Jakarta (ANTARA) - Kementerian Pariwisata berkolaborasi dengan Badan Nasional Sertifikasi Profesi (BNSP) mengeluarkan panduan profesi kepariwisataan yang mencakup 483 skema okupasi nasional dalam 34 bidang pariwisata.

Dalam acara "Aksi Nyata Revitalisasi Pendidikan Vokasi dan Pelatihan Vokasi" di Bandung, Jawa Barat, Rabu (22/4), Menteri Pariwisata Widiyanti Putri Wardhana menyampaikan bahwa panduan profesi kepariwisataan nantinya akan tersedia untuk diunduh di situs web resmi kementerian.

"Dokumen ini menjadi panduan strategis bagi profesi kepariwisataan di Indonesia dalam membangun standar kompetensi yang jelas, terstruktur, dan diakui secara nasional," katanya sebagaimana dikutip dalam siaran pers kementerian yang dikonfirmasi pada Kamis.

Menurut dia, peluncuran skema okupasi nasional merupakan bagian dari upaya untuk mempercepat peningkatan kualitas sumber daya manusia melalui pendidikan vokasi.

Ia menyampaikan bahwa hingga Agustus 2025 sektor pariwisata telah menyerap sekitar 25,91 juta tenaga kerja.

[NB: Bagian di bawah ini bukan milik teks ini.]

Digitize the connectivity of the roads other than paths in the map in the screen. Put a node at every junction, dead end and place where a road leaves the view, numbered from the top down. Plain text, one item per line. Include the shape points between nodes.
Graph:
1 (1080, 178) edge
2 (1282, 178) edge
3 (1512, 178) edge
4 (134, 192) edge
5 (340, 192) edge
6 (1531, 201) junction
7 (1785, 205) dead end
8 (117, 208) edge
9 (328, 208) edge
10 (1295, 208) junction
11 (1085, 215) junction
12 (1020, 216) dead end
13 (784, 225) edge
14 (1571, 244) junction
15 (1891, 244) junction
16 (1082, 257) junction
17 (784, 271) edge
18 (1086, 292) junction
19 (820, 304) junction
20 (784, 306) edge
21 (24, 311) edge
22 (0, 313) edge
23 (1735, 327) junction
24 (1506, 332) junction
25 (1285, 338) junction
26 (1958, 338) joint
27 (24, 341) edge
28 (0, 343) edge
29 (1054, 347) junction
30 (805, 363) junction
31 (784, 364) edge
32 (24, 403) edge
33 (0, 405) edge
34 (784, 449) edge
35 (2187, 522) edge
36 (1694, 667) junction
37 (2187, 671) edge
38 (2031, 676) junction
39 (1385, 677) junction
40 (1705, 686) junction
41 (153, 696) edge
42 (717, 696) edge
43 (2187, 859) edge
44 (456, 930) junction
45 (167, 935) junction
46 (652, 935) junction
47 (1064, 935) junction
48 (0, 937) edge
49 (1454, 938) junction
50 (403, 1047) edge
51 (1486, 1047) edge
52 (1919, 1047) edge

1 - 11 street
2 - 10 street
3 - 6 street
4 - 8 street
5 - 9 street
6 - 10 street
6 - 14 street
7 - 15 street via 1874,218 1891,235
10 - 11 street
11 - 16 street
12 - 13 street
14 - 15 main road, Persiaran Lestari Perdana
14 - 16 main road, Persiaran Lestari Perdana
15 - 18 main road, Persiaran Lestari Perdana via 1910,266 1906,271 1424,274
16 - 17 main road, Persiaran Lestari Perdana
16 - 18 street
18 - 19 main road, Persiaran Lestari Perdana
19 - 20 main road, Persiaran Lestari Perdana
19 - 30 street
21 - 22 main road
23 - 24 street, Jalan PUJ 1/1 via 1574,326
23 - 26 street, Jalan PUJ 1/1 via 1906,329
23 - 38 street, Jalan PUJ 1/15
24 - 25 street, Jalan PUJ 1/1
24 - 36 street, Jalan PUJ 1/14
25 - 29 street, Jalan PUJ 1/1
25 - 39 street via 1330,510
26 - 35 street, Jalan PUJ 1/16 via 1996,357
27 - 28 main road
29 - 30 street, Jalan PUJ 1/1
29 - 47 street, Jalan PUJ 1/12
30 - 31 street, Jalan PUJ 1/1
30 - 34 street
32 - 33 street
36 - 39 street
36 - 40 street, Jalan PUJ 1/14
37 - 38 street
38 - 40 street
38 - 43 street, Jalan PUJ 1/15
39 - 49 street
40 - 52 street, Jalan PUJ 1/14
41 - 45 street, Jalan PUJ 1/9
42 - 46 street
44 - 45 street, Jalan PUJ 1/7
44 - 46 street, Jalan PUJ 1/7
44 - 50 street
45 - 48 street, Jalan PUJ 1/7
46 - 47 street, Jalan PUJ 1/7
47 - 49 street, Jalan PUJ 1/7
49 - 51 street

Peningkatan kompetensi tenaga kerja merupakan salah satu kunci untuk mengembangkan usaha pariwisata yang berkelanjutan.

Baca juga: Kemenpar tingkatkan kapasitas aparatur bidang pariwisata

Kementerian Pariwisata berupaya menyiapkan sumber daya manusia unggul di bidang pariwisata melalui enam politeknik pariwisata di bawah naungan kementerian.

Selain itu, kementerian mengadakan berbagai program pelatihan berbasis kompetensi dan sertifikasi, termasuk pelatihan bagi pemandu wisata da peningkatan kapasitas pengelolaan layanan pariwisata.

Program pelatihan dan sertifikasi dalam bidang pariwisata dijalankan mengacu pada Standar Kompetensi Kerja Nasional Indonesia (SKKNI).

Penerapan standar kompetensi kerja, menurut Widiyanti, akan menghadirkan tenaga profesional yang dapat mendukung pengembangan usaha pariwisata berkualitas dan berkelanjutan.